Problem description
Report all lines of the data below that hold the word "STRASSE".

Stored items
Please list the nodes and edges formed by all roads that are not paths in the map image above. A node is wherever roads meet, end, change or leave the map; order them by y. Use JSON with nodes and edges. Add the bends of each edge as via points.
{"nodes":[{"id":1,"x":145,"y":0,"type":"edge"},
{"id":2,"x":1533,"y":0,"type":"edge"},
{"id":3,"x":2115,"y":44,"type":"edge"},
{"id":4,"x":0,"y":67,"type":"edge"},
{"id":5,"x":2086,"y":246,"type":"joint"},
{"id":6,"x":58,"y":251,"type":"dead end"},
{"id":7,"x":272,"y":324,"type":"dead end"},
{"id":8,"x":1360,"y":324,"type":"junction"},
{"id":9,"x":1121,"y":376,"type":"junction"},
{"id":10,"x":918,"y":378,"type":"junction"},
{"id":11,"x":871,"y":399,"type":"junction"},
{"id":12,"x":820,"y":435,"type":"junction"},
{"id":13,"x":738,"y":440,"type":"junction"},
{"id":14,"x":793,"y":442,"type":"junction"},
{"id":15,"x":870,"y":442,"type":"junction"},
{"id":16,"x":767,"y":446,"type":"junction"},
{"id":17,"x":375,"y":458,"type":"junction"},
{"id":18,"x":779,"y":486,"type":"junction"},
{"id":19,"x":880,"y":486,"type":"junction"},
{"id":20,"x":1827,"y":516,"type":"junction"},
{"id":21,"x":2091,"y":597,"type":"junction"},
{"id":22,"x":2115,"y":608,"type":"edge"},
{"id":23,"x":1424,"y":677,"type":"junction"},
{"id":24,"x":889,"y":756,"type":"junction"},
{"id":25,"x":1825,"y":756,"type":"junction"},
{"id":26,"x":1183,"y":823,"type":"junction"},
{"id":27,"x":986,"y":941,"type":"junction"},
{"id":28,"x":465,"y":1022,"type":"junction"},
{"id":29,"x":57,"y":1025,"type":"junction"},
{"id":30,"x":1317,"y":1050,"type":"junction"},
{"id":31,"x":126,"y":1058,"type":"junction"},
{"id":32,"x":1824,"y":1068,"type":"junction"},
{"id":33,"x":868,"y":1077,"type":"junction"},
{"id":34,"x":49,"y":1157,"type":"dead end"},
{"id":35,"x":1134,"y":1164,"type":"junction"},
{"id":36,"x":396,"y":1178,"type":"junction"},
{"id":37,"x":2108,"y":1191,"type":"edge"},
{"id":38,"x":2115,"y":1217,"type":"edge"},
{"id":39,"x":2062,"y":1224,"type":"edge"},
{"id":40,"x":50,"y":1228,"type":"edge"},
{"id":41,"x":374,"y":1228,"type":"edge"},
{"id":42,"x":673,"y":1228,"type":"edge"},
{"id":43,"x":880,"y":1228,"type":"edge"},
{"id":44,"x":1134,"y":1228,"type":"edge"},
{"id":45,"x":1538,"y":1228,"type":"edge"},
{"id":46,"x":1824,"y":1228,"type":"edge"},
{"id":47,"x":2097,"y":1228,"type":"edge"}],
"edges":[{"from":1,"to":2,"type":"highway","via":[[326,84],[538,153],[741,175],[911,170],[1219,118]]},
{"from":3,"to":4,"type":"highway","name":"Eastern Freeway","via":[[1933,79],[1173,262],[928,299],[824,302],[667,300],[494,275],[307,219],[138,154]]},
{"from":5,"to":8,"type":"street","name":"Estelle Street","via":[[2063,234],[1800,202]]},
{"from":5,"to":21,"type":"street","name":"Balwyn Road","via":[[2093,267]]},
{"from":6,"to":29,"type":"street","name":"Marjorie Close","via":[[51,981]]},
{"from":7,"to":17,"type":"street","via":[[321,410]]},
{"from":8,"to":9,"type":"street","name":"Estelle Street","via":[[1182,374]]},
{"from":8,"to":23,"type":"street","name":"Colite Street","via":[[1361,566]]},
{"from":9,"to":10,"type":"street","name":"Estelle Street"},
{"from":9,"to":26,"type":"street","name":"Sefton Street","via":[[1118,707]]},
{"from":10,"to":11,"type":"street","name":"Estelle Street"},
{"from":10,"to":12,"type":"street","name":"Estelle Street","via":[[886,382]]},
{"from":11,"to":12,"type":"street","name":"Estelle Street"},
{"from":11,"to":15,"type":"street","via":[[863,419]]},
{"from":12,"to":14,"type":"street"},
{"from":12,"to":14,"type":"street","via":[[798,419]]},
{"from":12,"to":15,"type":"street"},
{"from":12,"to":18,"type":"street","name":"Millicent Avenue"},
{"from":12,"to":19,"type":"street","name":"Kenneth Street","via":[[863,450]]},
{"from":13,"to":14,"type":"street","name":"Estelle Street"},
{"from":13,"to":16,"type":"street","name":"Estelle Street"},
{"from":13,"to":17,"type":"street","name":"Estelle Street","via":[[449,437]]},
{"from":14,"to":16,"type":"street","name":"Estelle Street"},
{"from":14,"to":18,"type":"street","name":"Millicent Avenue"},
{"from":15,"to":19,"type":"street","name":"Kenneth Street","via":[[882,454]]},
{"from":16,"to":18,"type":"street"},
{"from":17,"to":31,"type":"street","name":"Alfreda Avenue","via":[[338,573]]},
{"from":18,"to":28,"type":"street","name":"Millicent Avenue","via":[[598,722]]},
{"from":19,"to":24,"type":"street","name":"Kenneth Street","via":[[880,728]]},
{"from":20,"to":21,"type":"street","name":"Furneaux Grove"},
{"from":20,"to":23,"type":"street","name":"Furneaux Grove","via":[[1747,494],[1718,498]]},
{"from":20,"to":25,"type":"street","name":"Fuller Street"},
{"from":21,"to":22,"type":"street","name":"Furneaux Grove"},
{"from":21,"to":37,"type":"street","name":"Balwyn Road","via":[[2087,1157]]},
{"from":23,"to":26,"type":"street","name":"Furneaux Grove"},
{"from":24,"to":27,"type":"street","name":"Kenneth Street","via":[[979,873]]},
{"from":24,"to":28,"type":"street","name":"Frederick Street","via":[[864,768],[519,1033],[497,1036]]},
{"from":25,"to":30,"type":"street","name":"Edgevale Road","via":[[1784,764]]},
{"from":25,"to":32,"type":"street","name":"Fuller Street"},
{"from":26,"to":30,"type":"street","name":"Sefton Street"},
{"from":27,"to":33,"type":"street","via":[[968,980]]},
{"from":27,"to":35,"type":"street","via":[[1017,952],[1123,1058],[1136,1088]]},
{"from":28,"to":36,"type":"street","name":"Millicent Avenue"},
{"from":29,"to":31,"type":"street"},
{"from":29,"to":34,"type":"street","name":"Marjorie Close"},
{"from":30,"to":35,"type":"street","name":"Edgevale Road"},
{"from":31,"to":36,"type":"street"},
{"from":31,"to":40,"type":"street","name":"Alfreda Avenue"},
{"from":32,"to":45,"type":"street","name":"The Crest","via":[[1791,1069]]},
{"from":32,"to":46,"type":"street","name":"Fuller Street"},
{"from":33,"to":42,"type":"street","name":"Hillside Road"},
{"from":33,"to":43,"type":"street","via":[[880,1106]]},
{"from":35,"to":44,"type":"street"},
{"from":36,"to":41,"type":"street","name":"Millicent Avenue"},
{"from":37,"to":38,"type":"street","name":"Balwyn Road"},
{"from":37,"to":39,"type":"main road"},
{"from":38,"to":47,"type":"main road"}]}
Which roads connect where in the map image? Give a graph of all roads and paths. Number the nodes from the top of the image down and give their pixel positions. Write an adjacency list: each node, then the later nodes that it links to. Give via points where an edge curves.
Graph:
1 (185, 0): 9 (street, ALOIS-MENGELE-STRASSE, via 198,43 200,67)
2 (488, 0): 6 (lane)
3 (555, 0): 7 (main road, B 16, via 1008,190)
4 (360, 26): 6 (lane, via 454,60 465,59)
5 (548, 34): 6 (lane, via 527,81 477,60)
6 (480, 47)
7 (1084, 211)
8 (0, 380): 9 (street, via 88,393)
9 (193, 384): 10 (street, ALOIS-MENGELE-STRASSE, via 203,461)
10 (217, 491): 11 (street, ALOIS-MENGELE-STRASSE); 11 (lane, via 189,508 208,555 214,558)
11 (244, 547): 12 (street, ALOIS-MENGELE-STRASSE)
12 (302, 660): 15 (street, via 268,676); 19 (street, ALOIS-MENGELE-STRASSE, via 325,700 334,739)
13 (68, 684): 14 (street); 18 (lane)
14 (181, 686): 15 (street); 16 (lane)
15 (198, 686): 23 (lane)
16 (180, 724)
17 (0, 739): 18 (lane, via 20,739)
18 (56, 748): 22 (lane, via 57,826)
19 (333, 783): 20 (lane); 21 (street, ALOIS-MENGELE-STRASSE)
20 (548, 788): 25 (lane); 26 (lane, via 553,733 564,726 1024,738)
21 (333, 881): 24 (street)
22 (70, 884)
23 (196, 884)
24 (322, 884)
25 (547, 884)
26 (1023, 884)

Reply to the task
1 (185, 0): 9 (street, ALOIS-MENGELE-STRASSE, via 198,43 200,67)
9 (193, 384): 10 (street, ALOIS-MENGELE-STRASSE, via 203,461)
10 (217, 491): 11 (street, ALOIS-MENGELE-STRASSE); 11 (lane, via 189,508 208,555 214,558)
11 (244, 547): 12 (street, ALOIS-MENGELE-STRASSE)
12 (302, 660): 15 (street, via 268,676); 19 (street, ALOIS-MENGELE-STRASSE, via 325,700 334,739)
19 (333, 783): 20 (lane); 21 (street, ALOIS-MENGELE-STRASSE)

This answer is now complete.